Many Americans who graduated from college this spring are now starting jobs that pay them enough to begin putting something away for retirement.
Mike Sorrentino, chief strategist at Global Financial Private Capital, has several tips to offer these millennials
to ensure adequate savings for their golden years.
- "Invest in equities," he writes on MarketWatch. Recent college graduates should place all of their savings in stocks, Sorrentino advises. And why? "Equities have delivered an average annual return of 10 percent, which is the largest of any major asset class."
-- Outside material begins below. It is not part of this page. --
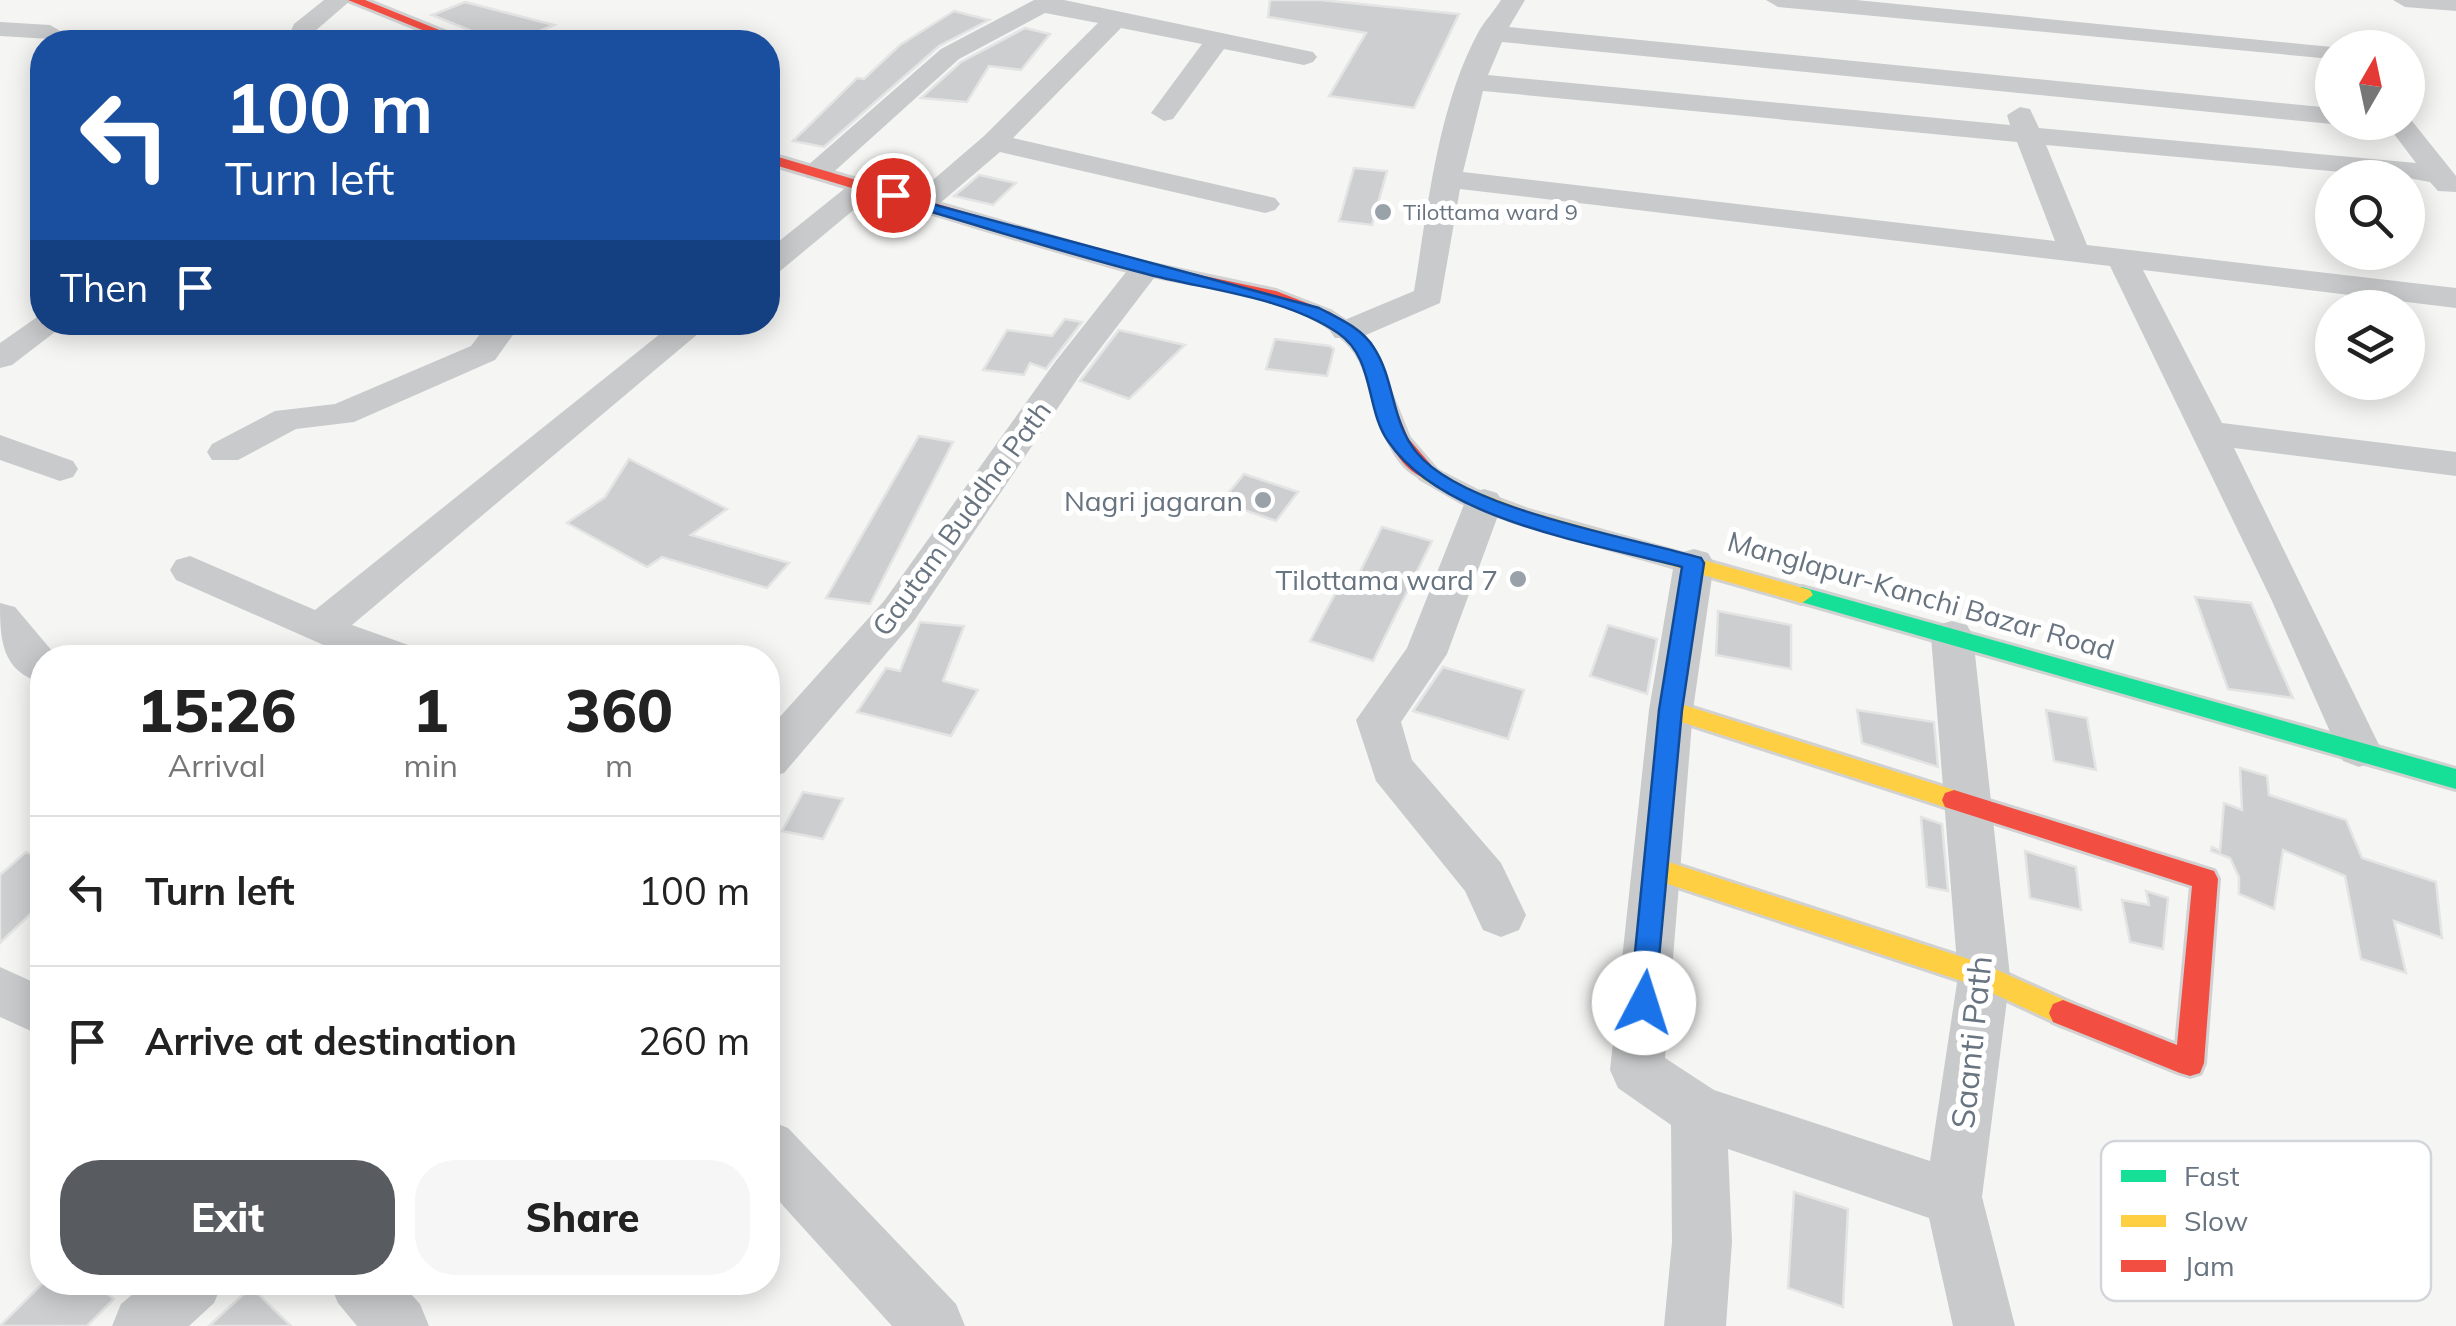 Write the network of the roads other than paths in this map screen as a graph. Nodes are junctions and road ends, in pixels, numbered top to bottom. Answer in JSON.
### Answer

- "Buy index funds." You're probably aware that investment legends Jack Bogle, founder of The Vanguard Group, and Warren Buffett, CEO of Berkshire Hathaway, agree. "Active management of a stock portfolio requires skill, education, and experience," Sorrentino notes. "Younger investors have none of these, and those who try will be doing nothing more than speculating."
- "Never buy the company stock." Doing so makes you overly dependent on your company for your financial well-being.
Elsewhere on the retirement front, many Americans over 70 aren't taking required distributions from their IRAs, and the IRS may soon go after them.
A report from the Treasury Inspector General for Tax Administration urges the IRS to “proactively” contact taxpayers about this, writes Forbes editor Ashlea Ebeling
“People are making mistakes, but they aren’t getting caught,” Barry Picker, an accountant in New York City told her. “The IRS wants people to comply, but they don’t want to penalize them.”
You have to start taking money out of your IRA in the year following the year you turn 70 ½, and that income is taxable unless it's a Roth IRA. The amount you must withdraw depends on the prior year-end balance in your IRA and IRS-provided life expectancy charts.
If it’s an honest mistake, you can make one withdrawal to cover all the misses and fill out IRS Form 5329 for a standard waiver of the 50 percent penalty on missed distributions, Ebeling explains.